Eminağaoğlu'nun Anayasa Mahkemesi'ne verdiği dilekçede "Bakan izni" maddesinin topluma yarar açısından getirildiğini ancak öldürülen Agos Gazetesi Genel Yayın Yönetmeni Hrant Dink'e TCK 301'den açılan soruşturmada bundan yararlanılmadığına dikkat çekti.
"Anayasa Mahkemesi'nin önceki kararlarındaki gerekçeye bakıldığında, bu düzenlemenin getiriliş amacına uygun olarak kullanılamadığı ya da konuluş amacını sağlamadığı, çok açıkça somut olaylarda da görülmektedir. Hrant Dink davası gibi bir davada bile bu izin yetkisi amacına uygun olarak kullanılamıyorsa, bu izin yetkisi devlet veya toplum açısından başka ne zaman siyasal bir yarar sağlayabilecektir?"

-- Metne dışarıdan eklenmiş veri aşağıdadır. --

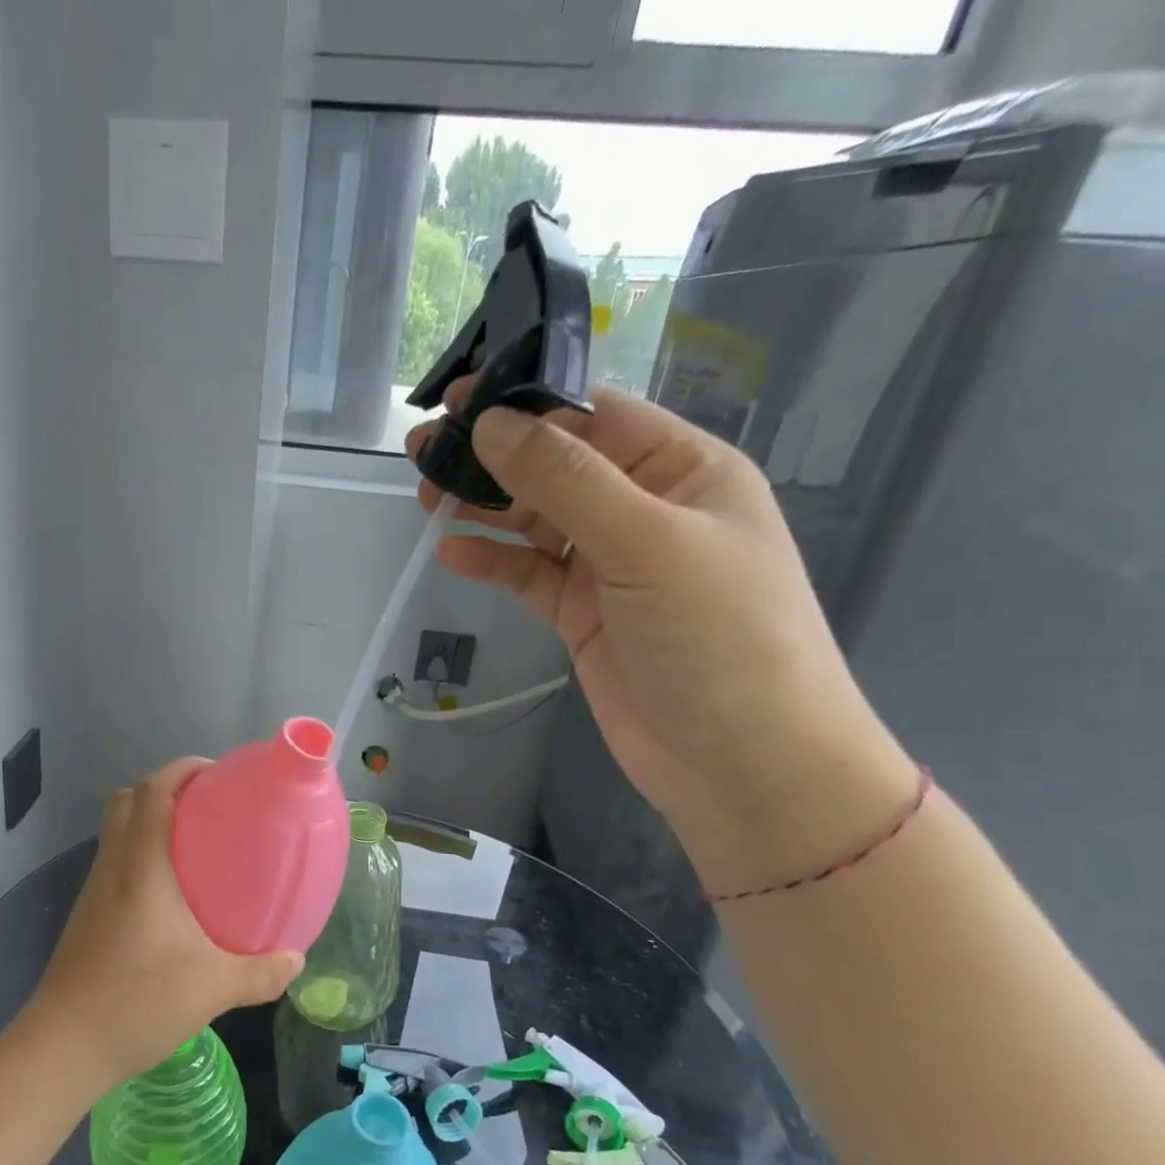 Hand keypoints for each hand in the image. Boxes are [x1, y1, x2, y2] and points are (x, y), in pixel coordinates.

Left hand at [17, 758, 303, 1091]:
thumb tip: (296, 959)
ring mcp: (94, 891)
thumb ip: (261, 972)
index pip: (152, 792)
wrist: (63, 1047)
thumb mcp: (212, 988)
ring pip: (117, 831)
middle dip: (165, 789)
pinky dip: (141, 855)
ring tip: (196, 846)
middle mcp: (113, 867)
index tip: (215, 773)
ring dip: (150, 822)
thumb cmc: (137, 1002)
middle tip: (208, 807)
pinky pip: (115, 863)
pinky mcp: (87, 916)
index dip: (181, 769)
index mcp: (141, 866)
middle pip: (127, 801)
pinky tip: (171, 895)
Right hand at [409, 380, 916, 894]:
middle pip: (556, 465)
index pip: (595, 416)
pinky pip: (530, 574)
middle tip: (422, 451)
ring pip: (536, 520)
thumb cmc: (718, 638)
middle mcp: (645, 508)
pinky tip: (452, 553)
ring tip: (426, 496)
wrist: (741, 762)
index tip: (458, 401)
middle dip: (493, 455)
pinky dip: (493, 561)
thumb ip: (566, 481)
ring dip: (484, 506)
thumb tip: (490, 424)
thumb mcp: (646, 543)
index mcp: (683, 469)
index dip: (526, 403)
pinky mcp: (582, 615)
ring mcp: (611, 565)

Eminağaoğlu TCK 301/2'nin de devleti polis devleti olarak nitelemeye yol açtığı için iptalini istediğini aktardı.
"TCK 301'in diğer fıkralarında doğru ya da eğri belli bir hukuki bütünlük var. Ancak tanıma "askeri veya emniyet teşkilatı"nı soktuğunuz zaman devlete ayrı bir nitelik katıyorsunuz. Yani tutup da bir bayındırlık ya da şehircilik birimini koruma altına almazken devletin bu güçlerini neden koruma altına alınıyor? Bu şekilde devlete militer veya polis devleti kimliği veriliyor. Maddedeki diğer unsurlarla bir bütünlük taşımıyor."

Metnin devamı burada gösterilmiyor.